The only grips I recommend are Ergon GC1. They have been optimised for rearward-swept handlebars, which allow my hands and wrists to sit at a very natural angle. They honestly feel like they have been custom-moulded for my hands! The grip design has a ridge in the middle which cups inside my palm nicely and the rearward wings distribute the hand pressure across a larger surface area ($26 on Amazon).
For the bullhorns and bar tops, I’d recommend a nice thick bar tape (I use a double layer wrap) as it will dampen more vibrations and provide a larger diameter handhold. Check out the gel cork bar tape from Cinelli ($16 on Amazon) for something nice and comfortable; you can use any old bar tape you can find for the lower layer.

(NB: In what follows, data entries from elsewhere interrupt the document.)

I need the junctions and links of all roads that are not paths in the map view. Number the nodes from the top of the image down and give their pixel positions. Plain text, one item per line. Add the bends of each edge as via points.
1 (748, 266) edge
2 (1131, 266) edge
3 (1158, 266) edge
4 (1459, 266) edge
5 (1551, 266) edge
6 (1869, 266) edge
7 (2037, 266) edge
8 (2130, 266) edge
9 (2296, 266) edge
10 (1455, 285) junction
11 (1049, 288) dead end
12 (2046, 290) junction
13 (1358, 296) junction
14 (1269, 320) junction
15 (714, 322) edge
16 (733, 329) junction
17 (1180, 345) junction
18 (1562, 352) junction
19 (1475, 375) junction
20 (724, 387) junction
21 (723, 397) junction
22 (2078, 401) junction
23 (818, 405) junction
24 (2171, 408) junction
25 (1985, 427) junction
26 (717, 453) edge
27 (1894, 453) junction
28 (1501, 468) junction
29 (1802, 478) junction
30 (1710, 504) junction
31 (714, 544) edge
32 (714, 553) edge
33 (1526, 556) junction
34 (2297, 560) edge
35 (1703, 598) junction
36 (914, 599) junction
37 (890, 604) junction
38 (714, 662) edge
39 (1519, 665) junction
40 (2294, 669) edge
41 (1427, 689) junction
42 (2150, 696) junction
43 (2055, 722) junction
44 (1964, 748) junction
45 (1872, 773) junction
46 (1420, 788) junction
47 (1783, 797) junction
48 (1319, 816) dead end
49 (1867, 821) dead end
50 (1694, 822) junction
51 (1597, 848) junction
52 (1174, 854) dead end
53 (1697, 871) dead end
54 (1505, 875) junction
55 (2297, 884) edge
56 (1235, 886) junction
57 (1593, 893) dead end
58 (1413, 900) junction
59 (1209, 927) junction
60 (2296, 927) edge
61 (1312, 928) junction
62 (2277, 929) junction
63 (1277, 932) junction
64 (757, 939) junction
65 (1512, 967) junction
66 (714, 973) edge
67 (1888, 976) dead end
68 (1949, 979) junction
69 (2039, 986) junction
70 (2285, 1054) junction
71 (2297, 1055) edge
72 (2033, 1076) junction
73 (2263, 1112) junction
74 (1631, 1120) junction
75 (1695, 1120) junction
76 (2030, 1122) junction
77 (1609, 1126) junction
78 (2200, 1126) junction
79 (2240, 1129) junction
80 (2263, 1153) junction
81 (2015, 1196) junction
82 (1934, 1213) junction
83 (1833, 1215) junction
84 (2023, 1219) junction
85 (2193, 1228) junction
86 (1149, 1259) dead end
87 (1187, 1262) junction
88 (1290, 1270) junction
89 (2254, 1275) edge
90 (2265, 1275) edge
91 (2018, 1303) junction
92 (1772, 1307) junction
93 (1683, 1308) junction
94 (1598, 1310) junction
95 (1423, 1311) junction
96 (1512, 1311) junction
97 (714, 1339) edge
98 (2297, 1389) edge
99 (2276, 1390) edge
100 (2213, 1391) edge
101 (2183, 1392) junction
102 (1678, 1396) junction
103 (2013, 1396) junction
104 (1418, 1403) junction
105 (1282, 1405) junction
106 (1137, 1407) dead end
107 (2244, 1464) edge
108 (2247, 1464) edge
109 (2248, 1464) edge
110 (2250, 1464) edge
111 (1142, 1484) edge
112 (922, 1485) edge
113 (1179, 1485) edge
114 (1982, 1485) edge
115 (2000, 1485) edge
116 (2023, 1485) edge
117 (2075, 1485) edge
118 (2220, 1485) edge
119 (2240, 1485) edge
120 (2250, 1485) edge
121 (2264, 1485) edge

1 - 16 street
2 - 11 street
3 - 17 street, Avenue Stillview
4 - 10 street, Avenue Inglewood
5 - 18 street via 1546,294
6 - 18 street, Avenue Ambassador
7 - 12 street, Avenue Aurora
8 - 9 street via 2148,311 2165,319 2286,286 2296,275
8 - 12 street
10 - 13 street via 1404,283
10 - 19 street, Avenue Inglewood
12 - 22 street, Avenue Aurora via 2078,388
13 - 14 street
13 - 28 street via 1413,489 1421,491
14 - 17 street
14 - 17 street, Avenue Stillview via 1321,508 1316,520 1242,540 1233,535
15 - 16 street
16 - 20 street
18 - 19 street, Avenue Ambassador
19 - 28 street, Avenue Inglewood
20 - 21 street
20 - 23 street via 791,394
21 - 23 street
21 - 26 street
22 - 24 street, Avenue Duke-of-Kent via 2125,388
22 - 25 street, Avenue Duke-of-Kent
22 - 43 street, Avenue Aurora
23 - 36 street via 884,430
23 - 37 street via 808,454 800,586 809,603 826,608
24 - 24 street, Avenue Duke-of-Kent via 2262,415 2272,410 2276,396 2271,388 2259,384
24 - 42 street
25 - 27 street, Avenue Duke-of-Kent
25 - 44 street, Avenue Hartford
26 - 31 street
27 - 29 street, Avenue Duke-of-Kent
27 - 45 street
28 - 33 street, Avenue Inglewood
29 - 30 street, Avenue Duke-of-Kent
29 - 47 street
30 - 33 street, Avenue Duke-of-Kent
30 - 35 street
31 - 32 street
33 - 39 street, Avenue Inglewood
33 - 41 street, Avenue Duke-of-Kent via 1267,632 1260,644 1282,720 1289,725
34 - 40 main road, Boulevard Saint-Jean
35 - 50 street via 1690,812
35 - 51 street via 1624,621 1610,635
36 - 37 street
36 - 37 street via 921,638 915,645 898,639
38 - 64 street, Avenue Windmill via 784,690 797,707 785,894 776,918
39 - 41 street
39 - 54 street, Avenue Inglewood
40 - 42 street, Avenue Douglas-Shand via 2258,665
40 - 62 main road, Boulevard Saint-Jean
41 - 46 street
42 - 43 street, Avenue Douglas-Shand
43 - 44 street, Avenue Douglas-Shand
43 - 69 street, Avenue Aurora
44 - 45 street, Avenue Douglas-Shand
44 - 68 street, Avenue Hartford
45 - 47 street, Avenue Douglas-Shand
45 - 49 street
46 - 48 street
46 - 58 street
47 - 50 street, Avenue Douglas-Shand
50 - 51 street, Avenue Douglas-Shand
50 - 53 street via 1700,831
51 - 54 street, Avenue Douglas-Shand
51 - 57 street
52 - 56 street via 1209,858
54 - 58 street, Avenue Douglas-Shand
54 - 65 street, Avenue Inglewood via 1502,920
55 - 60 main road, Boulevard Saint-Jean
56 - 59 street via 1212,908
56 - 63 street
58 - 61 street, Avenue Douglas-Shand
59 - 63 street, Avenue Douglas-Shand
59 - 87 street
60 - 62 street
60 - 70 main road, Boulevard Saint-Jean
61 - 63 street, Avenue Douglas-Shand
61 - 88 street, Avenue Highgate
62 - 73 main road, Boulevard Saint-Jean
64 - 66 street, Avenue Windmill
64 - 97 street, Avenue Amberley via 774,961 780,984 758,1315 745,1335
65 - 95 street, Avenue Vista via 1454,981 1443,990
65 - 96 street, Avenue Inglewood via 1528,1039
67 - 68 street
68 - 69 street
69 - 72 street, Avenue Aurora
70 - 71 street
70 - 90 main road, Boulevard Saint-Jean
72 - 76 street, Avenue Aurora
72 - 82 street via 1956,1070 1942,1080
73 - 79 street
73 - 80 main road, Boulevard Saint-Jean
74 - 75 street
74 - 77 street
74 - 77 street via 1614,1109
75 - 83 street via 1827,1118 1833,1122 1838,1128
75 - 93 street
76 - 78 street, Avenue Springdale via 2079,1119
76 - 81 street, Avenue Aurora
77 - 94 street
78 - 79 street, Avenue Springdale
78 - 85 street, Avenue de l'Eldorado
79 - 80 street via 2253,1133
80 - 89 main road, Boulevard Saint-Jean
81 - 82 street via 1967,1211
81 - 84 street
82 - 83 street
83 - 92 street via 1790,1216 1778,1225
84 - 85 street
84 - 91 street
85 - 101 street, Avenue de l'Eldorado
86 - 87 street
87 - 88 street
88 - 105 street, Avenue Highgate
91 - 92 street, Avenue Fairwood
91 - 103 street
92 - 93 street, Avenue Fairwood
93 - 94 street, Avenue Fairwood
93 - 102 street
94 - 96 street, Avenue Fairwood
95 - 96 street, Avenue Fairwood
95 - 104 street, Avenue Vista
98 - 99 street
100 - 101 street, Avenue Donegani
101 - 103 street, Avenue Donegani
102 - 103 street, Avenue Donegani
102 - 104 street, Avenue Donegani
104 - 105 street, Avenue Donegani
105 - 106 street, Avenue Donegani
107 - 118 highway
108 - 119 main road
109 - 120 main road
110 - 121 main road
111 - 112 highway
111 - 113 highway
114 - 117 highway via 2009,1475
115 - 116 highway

These bars can use bar-end shifters on the bullhorns, but I don’t think that’s the best setup. You have the most control at the grips, so that’s the best place for both brakes and shifters. The most ideal shifters for the Denham Bars are trigger shifters.
As much as I like thumb shifters (eg. Microshift or Paul) the cable routing prevents you from being able to use the bullhorn section of the bars, so please don’t fit them if you want all hand positions.
Video Preview Of The Denham Bars
I discuss every frame detail and component on my bike in this video. But if you skip to 3:22, you can hear all about how I set up my KOGA Denham Bars, including my five hand positions and the mod I’ve made to my right-hand Rohloff grip.
Buying The KOGA Denham Bars
As KOGA is a bicycle company first, their components are exclusively available through their dealer network only (much like Giant or Specialized parts and accessories). I know that Vakantiefietser (NL) sell them and ship internationally, and so does CycleSense (UK). Please note, demand outstrips supply by a long margin. If you’re lucky, you might snag a set from the online stores, but most likely – you will need to pre-order them.